"La durabilité et des conditions de concurrence équitables deviennent la force motrice de notre secteur"
Marc Vandenbroucke (Febelgra) appelle à l'union des forces
Le dirigeant de la fédération sectorielle Febelgra continue de voir des opportunités pour le secteur graphique dans notre pays. "Avec la production numérique de masse, les spécialistes du marketing opteront à nouveau davantage pour l'imprimé, faute de quoi ils perdront de l'impact", affirme Marc Vandenbroucke. Il voit cinq priorités pour renforcer les entreprises de production graphique.
1. Des conditions de concurrence équitables pour le papier européen
Marc Vandenbroucke dénonce l'augmentation des importations de papier chinois bon marché, qui est jusqu'à 200 à 300 euros par tonne moins cher que le papier européen. Il se félicite de l'assouplissement de la règlementation de l'EUDR, qui affectera moins les imprimeurs, mais plaide pour des conditions de concurrence équitables. "Cela signifie que les importations en provenance de l'extérieur de l'Europe doivent répondre aux mêmes exigences que le papier produit dans l'UE. Plus nous importons de papier chinois, plus l'industrie européenne du papier se porte mal et plus nos marges brutes s'érodent".
2. Maintien du crédit d'impôt pour la distribution des magazines
Dans le sillage de la fin du contrat très discuté sur les journaux, Febelgra met en garde contre la fin du crédit d'impôt à la fin de l'année 2026 pour les éditeurs. Sans alternative, les coûts de distribution des magazines et périodiques risquent de devenir trop élevés. Cela affecterait également les imprimeries. Marc Vandenbroucke plaide donc pour une prolongation du mécanisme, en s'appuyant sur des arguments économiques et socioculturels: l'accès à l'information, la réduction de la fracture numérique et la lutte contre les "fake news".
3. La revalorisation de l'imprimé comme support marketing
Marc Vandenbroucke s'attend à un retour vers l'imprimé. "Le marketing numérique est devenu plus cher, saturé et de moins en moins distinctif, surtout dans un contexte d'IA où tout se ressemble", explique-t-il. "L'imprimé, en revanche, crée un impact, est tangible et crédible." En outre, il aborde l'empreinte écologique souvent négligée des canaux numériques, les centres de données étant de grands consommateurs d'eau et d'énergie. "La durabilité n'est plus une option, mais la force motrice de notre secteur."

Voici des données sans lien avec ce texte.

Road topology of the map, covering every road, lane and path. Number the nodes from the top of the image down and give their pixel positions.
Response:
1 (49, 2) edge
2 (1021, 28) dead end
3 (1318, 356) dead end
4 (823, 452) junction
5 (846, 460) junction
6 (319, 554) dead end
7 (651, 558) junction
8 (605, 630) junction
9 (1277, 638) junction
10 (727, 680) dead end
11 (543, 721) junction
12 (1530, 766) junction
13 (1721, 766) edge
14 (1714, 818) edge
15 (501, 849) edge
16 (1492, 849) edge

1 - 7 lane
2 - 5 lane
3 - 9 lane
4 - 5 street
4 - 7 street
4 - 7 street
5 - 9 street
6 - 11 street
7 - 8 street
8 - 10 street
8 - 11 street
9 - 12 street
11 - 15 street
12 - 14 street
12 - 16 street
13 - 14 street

4. Investir dans l'automatisation et les robots
Selon Marc Vandenbroucke, l'avenir de l'imprimerie en Belgique réside dans le choix de la robotisation et de l'automatisation pour faire face à la pénurie actuelle de personnel. "Investir dans la robotique est l'une des réponses au vieillissement croissant de la population dans notre secteur. Cela permet également de remédier à notre handicap en matière de coûts de main-d'œuvre. En effet, nous sommes structurellement plus chers que nos pays voisins en termes de coûts salariaux."

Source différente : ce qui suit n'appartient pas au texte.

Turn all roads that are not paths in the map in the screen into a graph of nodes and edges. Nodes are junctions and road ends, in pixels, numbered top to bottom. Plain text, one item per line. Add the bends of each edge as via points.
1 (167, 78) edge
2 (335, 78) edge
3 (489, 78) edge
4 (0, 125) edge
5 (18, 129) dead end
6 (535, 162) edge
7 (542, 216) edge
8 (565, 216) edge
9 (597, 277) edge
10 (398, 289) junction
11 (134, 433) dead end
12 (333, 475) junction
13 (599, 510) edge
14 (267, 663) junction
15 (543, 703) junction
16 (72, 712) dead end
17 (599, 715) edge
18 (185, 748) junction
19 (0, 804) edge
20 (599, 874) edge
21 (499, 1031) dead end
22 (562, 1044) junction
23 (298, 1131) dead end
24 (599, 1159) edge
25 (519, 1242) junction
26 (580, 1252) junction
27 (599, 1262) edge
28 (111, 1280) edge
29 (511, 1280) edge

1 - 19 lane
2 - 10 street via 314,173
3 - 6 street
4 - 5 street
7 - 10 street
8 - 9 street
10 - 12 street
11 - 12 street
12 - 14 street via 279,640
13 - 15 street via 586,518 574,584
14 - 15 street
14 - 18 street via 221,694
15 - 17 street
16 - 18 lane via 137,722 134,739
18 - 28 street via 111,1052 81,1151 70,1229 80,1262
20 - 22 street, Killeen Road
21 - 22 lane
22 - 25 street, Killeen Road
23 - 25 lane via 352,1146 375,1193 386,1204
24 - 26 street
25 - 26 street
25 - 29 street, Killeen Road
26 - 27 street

5. Plus de coopération et d'unité dans le secteur
Enfin, il insiste sur l'importance d'unir les forces. Dans un secteur en perte de vitesse, où l'on assiste à une consolidation, à une baisse de l'emploi mais aussi à une pénurie aiguë de personnel bien formé, la fragmentation est pernicieuse. Selon Marc Vandenbroucke, les fédérations, les entreprises et les fournisseurs doivent plus que jamais unir leurs forces pour défendre la valeur ajoutée de la communication graphique.